5% trehalose (Wako Pure Chemical Industries) and 0.025% Triton (registered trademark)   A carbonate-bicarbonate buffer solution (pH 9.6) containing X-100 (Wako Pure Chemical Industries, Ltd.) is used as a solid phase buffer. Anti-IL-1β antibody (Biolegend) was dissolved in an immobilization buffer to prepare an antibody solution having a final concentration of 50 μg / ml. 5 μl of this solution was dispensed into each well of the 96-well microplate obtained in Example 2. After leaving at 37 ° C. for 2 hours to dry and concentrate, the well was washed twice with a washing buffer. Next, 0-2500 pg / ml IL-1β (Wako Pure Chemical Industries) was prepared using a dilution buffer, and 50 μl was dispensed into each well. After leaving at room temperature for 60 minutes, the well was washed once with a washing buffer. A biotin-labeled secondary antibody (Biolegend) was diluted 500 times using a dilution buffer, and 50 μl was dispensed into each well. After leaving at room temperature for 30 minutes, the well was washed once with a washing buffer. Next, HRP-labeled streptavidin (Prozyme) was diluted 4000 times using a dilution buffer (final concentration: 0.25 μg / ml), and 50 μl was dispensed into each well. After leaving at room temperature for 10 minutes, the well was washed three times with a washing buffer. 30 μl of Immunostar LD (Wako Pure Chemical Industries), which is a chemiluminescent substrate, was added, and a chemiluminescent image was acquired using LAS4000mini (GE Healthcare). Finally, chemiluminescence intensity was calculated using dedicated software, and a calibration curve as shown in FIG. 6 (present invention) was created.

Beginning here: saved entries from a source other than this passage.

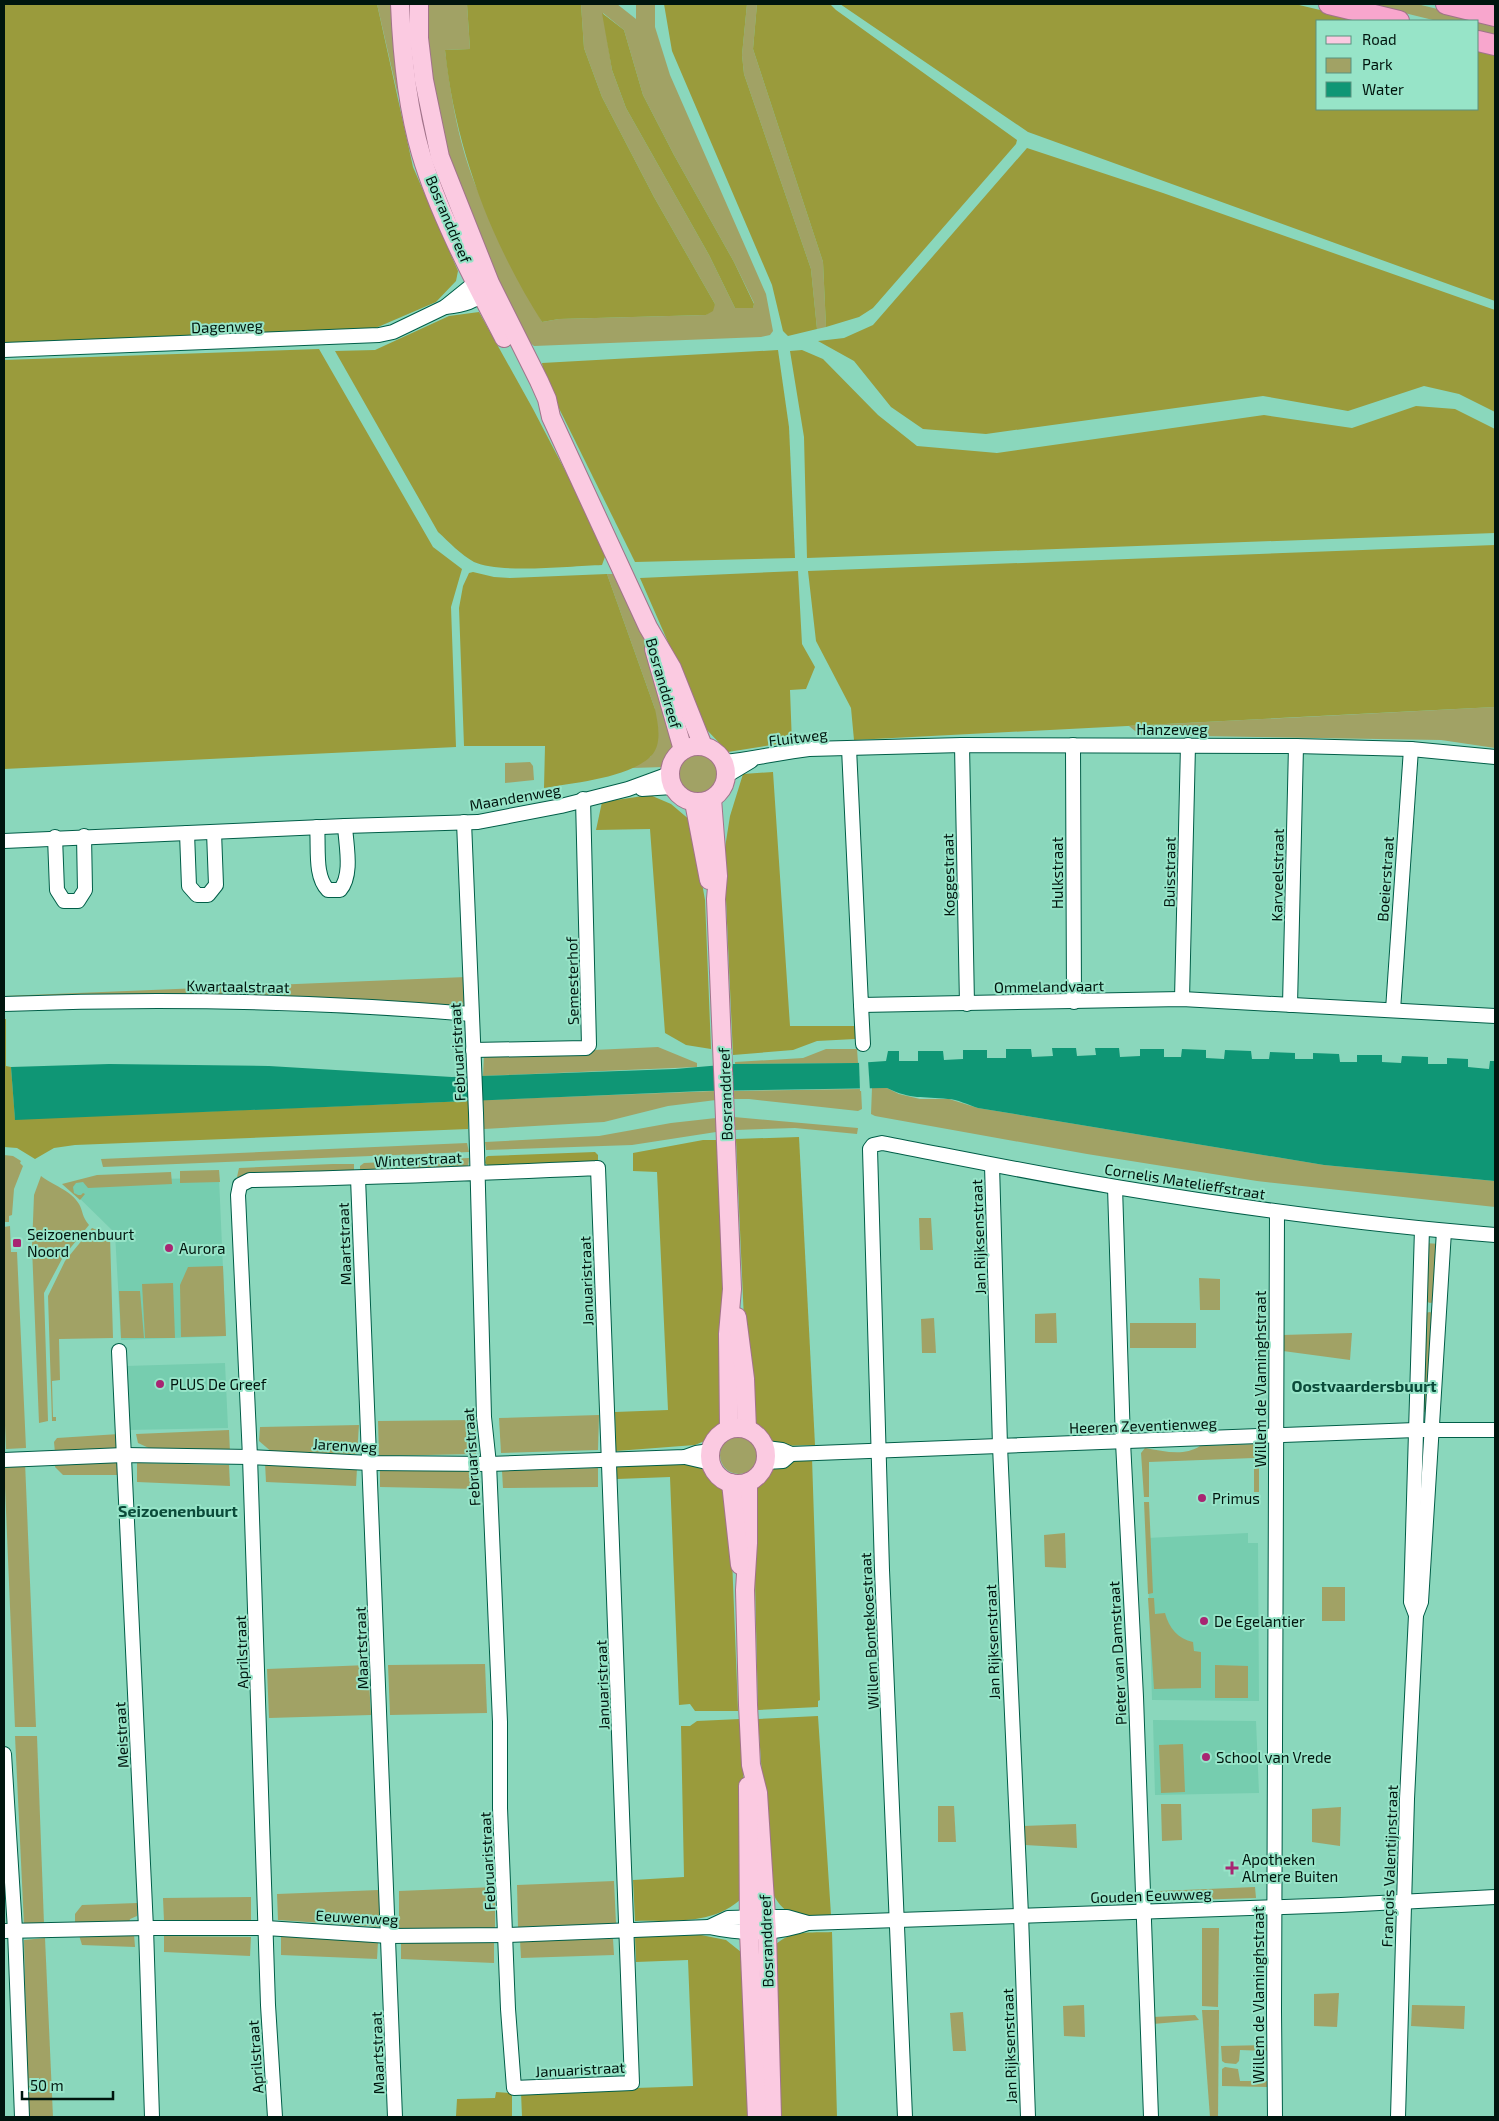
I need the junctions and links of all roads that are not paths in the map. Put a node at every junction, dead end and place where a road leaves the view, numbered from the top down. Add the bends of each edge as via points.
1 (400, 4) edge
2 (419, 4) edge
3 (1329, 4) edge
4 (1446, 4) edge
5 (1495, 16) edge
6 (1395, 20) edge
7 (1479, 41) edge
8 (1495, 45) edge
9 (483, 287) junction
10 (4, 350) edge
11 (648, 627) junction
12 (962, 745) junction
13 (1073, 745) junction
14 (1188, 745) junction
15 (703, 746) junction
16 (1296, 746) junction
17 (849, 748) junction
18 (1411, 749) junction
19 (683, 750) junction
20 (1495, 757) edge
21 (725, 769) junction
22 (671, 781) junction
23 (583, 799) junction
24 (712, 799) junction
25 (694, 802) junction
26 (464, 822) junction
27 (345, 826) junction
28 (317, 827) junction
29 (214, 832) junction
30 (187, 833) junction
31 (84, 836) junction
32 (55, 837) junction
33 (4, 841) edge
34 (716, 899) junction
35 (1182, 999) junction
36 (1074, 1002) junction
37 (4, 1004) edge
38 (967, 1004) junction
39 (861, 1005) junction
40 (1290, 1005) junction
41 (1392, 1010) junction
42 (1495, 1012) edge
43 (471, 1014) junction
44 (1495, 1016) edge
45 (863, 1044) dead end
46 (473, 1056) junction
47 (873, 1145) joint
48 (992, 1165) junction
49 (598, 1168) joint
50 (478, 1173) junction
51 (358, 1178) junction
52 (240, 1185) joint
53 (1115, 1187) junction
54 (1277, 1212) junction
55 (1422, 1229) junction
56 (1444, 1231) junction
57 (1495, 1235) edge
58 (1420, 1306) junction
59 (1439, 1308) junction
60 (118, 1351) dead end
61 (738, 1429) junction
62 (1416, 1430) junction
63 (1432, 1430) junction
64 (1495, 1430) edge
65 (1276, 1435) junction
66 (1123, 1442) junction
67 (1000, 1446) junction
68 (879, 1450) junction
69 (124, 1455) junction
70 (766, 1455) junction
71 (250, 1457) junction
72 (711, 1457) junction
73 (4, 1460) edge
74 (610, 1461) junction
75 (370, 1463) junction
76 (489, 1464) junction
77 (740, 1483) junction
78 (1416, 1615) junction
79 (4, 1754) edge
80 (1495, 1897) edge
81 (1404, 1901) junction
82 (1274, 1906) junction
83 (1144, 1912) junction
84 (1021, 1915) junction
85 (897, 1920) junction
86 (758, 1925) junction
87 (146, 1928) junction
88 (266, 1928) junction
89 (10, 1931) edge
90 (626, 1932) junction
91 (506, 1935) junction
92 (388, 1936) junction
93 (514, 2088) joint
94 (22, 2117) edge
95 (152, 2117) edge
96 (275, 2117) edge
97 (395, 2117) edge
98 (757, 2117) edge
99 (772, 2117) edge
100 (905, 2117) edge
101 (1028, 2117) edge
102 (1151, 2117) edge
103 (1275, 2117) edge
104 (1398, 2117) edge

1 - 9 main road, Bosranddreef via 407,84 421,154 444,215
2 - 9 main road, Bosranddreef via 424,80 440,157
3 - 6 highway
4 - 5 highway
7 - 8 highway
9 - 10 street, Dagenweg via 469,286 445,307 379,336
9 - 11 main road, Bosranddreef via 536,398 551,417
11 - 15 main road, Bosranddreef via 672,668
11 - 19 main road, Bosranddreef
12 - 13 street, Hanzeweg
12 - 17 street, Hanzeweg
12 - 38 street, Koggestraat
13 - 14 street, Hanzeweg
13 - 36 street, Hulkstraat
14 - 16 street, Hanzeweg
14 - 35 street, Buisstraat
15 - 19 main road
15 - 21 main road via 718,754
16 - 18 street, Hanzeweg
16 - 40 street, Karveelstraat
17 - 21 street, Fluitweg via 795,751
17 - 39 street
18 - 20 street, Hanzeweg
18 - 41 street, Boeierstraat
19 - 22 main road via 671,764
21 - 24 main road via 724,785
22 - 23 street, Maandenweg
22 - 25 main road via 685,799
23 - 26 street, Maandenweg via 552,808
23 - 46 street, Semesterhof via 589,1045 586,1048
24 - 25 main road
24 - 34 main road, Bosranddreef via 718,876
25 - 34 main road, Bosranddreef via 708,876
26 - 27 street, Maandenweg
26 - 43 street, Februaristraat
27 - 28 street, Maandenweg
27 - 28 street via 347,876 340,890 328,890 322,884
28 - 29 street, Maandenweg
29 - 30 street, Maandenweg
29 - 30 street via 216,885 208,895 197,895 189,886
30 - 31 street, Maandenweg
31 - 32 street, Maandenweg
31 - 32 street via 85,890 78,901 64,901 59,896
32 - 33 street, Maandenweg
34 - 61 main road, Bosranddreef via 732,1289 745,1379
35 - 36 street, Ommelandvaart
35 - 40 street, Ommelandvaart
36 - 38 street, Ommelandvaart
37 - 43 street, Kwartaalstraat via 205,1001
38 - 39 street, Ommelandvaart
39 - 45 street
40 - 41 street, Ommelandvaart
41 - 44 street, Ommelandvaart
42 - 44 street
43 - 46 street, Februaristraat
46 - 50 street, Februaristraat
47 - 48 street, Cornelis Matelieffstraat via 882,1143
47 - 68 street, Willem Bontekoestraat via 868,1154
48 - 53 street, Cornelis Matelieffstraat
48 - 67 street, Jan Rijksenstraat
49 - 50 street, Winterstraat
49 - 74 street, Januaristraat
50 - 51 street, Winterstraat
50 - 76 street, Februaristraat via 484,1417
51 - 52 street, Winterstraat via 250,1180
51 - 75 street, Maartstraat
52 - 71 street, Aprilstraat via 239,1240
53 - 54 street, Cornelis Matelieffstraat
53 - 66 street, Pieter van Damstraat
54 - 55 street, Cornelis Matelieffstraat
54 - 65 street, Willem de Vlaminghstraat
55 - 56 street, Cornelis Matelieffstraat
55 - 58 street, François Valentijnstraat
56 - 57 street, Cornelis Matelieffstraat
56 - 59 street, François Valentijnstraat
58 - 59 street
58 - 62 street, François Valentijnstraat
59 - 63 street, François Valentijnstraat
60 - 69 street, Meistraat
61 - 70 main road via 755,1433 762,1440
61 - 72 main road via 720,1434 714,1442
62 - 63 street, Heeren Zeventienweg
62 - 65 street, Heeren Zeventienweg
62 - 78 street, François Valentijnstraat via 1411,1602
63 - 64 street, Heeren Zeventienweg
63 - 78 street, François Valentijnstraat via 1421,1602
65 - 66 street, Heeren Zeventienweg
65 - 82 street, Willem de Vlaminghstraat
66 - 67 street, Heeren Zeventienweg
66 - 83 street, Pieter van Damstraat
67 - 68 street, Heeren Zeventienweg
67 - 84 street, Jan Rijksenstraat
68 - 70 street, Heeren Zeventienweg via 792,1454 782,1450
68 - 85 street, Willem Bontekoestraat
69 - 71 street, Jarenweg
69 - 73 street, Jarenweg
69 - 87 street, Meistraat
70 - 77 main road via 762,1471 756,1478
71 - 75 street, Jarenweg
71 - 88 street, Aprilstraat
72 - 74 street, Jarenweg via 696,1452 685,1457
72 - 77 main road via 715,1472 722,1479
74 - 76 street, Jarenweg
74 - 90 street, Januaristraat
75 - 76 street, Jarenweg
75 - 92 street, Maartstraat
76 - 91 street, Februaristraat
77 - 86 main road, Bosranddreef via 736,1544 745,1590 751,1766 758,1793
78 - 81 street, François Valentijnstraat
79 - 89 street
80 - 81 street, Gouden Eeuwweg
81 - 82 street, Gouden Eeuwweg
81 - 104 street, François Valentijnstraat
82 - 83 street, Gouden Eeuwweg
82 - 103 street, Willem de Vlaminghstraat
83 - 84 street, Gouden Eeuwweg
83 - 102 street, Pieter van Damstraat
84 - 85 street, Gouden Eeuwweg
84 - 101 street, Jan Rijksenstraat
85 - 86 street, Gouden Eeuwweg via 808,1923 787,1917
85 - 100 street, Willem Bontekoestraat
86 - 90 street, Eeuwenweg via 728,1931 709,1927
86 - 98 main road, Bosranddreef
86 - 99 main road, Bosranddreef
87 - 88 street, Eeuwenweg
87 - 89 street, Eeuwenweg
87 - 95 street, Meistraat
88 - 92 street, Eeuwenweg
88 - 96 street, Aprilstraat
89 - 94 street
90 - 91 street, Eeuwenweg
90 - 93 street, Januaristraat via 632,2083
91 - 92 street, Eeuwenweg
91 - 93 street, Februaristraat
92 - 97 street, Maartstraat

The sensitivity was 0.15 pg / ml.

(Comparative Example 2)
ELISA (antibody-antigen-antibody) shown in FIG. 5 using an untreated 96-well microplate (BD Falcon ^™ ) and a conventional 96-well microplate (polystyrene 96-well microplate hydrophilized by oxygen plasma treatment) Sandwich method) was carried out. The specific procedure is described below.

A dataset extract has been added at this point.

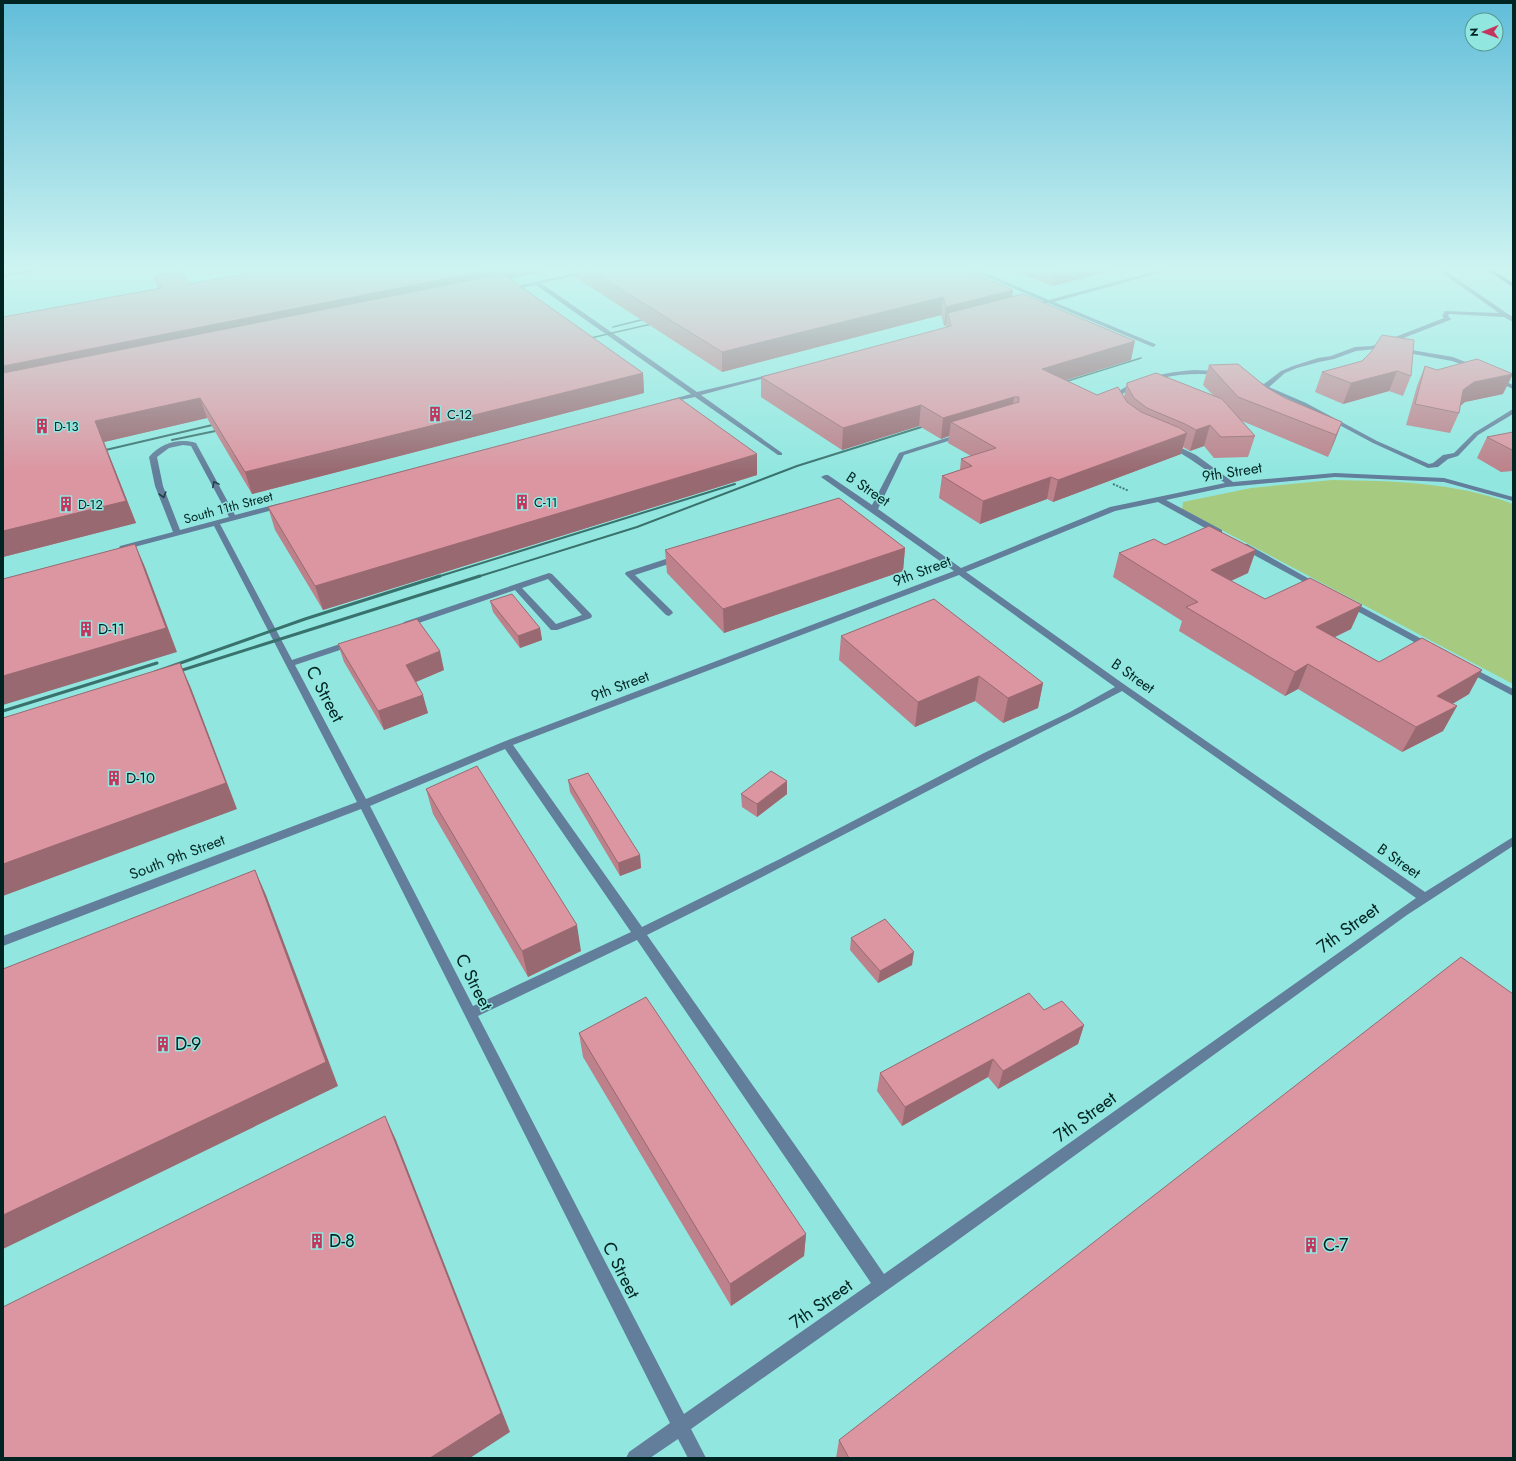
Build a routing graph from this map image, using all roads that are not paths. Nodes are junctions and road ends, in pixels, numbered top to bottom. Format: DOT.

Various buffers similar to Comparative Example 1 were used. Anti-IL-1β antibody (Biolegend) was dissolved in a solid phase buffer to prepare an antibody solution having a final concentration of 5 μg / ml. 50 μl of this solution was dispensed into each well of a 96-well microplate. After leaving at room temperature for 2 hours, the inside of the well was washed twice with a washing buffer. Next, 100 μl of blocking buffer was dispensed into each well. After leaving at room temperature for 60 minutes, the well was washed twice with a washing buffer. From 0 to 2500 pg / ml IL-1β (Wako Pure Chemical Industries) was prepared using a dilution buffer, and 50 μl was dispensed into each well. After leaving at room temperature for 60 minutes, the well was washed once with a washing buffer. A biotin-labeled secondary antibody (Biolegend) was diluted 500 times using a dilution buffer, and 50 μl was dispensed into each well. After leaving at room temperature for 30 minutes, the well was washed once with a washing buffer. Next, HRP-labeled streptavidin (Prozyme) was diluted 4000 times using a dilution buffer (final concentration: 0.25 μg / ml), and 50 μl was dispensed into each well. After leaving at room temperature for 30 minutes, the well was washed three times with a washing buffer. 30 μl of Immunostar LD (Wako Pure Chemical Industries), which is a chemiluminescent substrate, was added, and a chemiluminescent image was acquired using LAS4000mini (GE Healthcare). Finally, chemiluminescence intensity was calculated using dedicated software, and a calibration curve as shown in FIG. 6 (unprocessed, conventional product) was created. The sensitivity of the untreated product and the conventional product was 9.8 pg / ml and 2.4 pg / ml, respectively.

[Example 5]
The influence of the silanol treatment time and the number average molecular weight of the PEG chain on the sensitivity of the ELISA (indirect method) was examined. The specific procedure is described below.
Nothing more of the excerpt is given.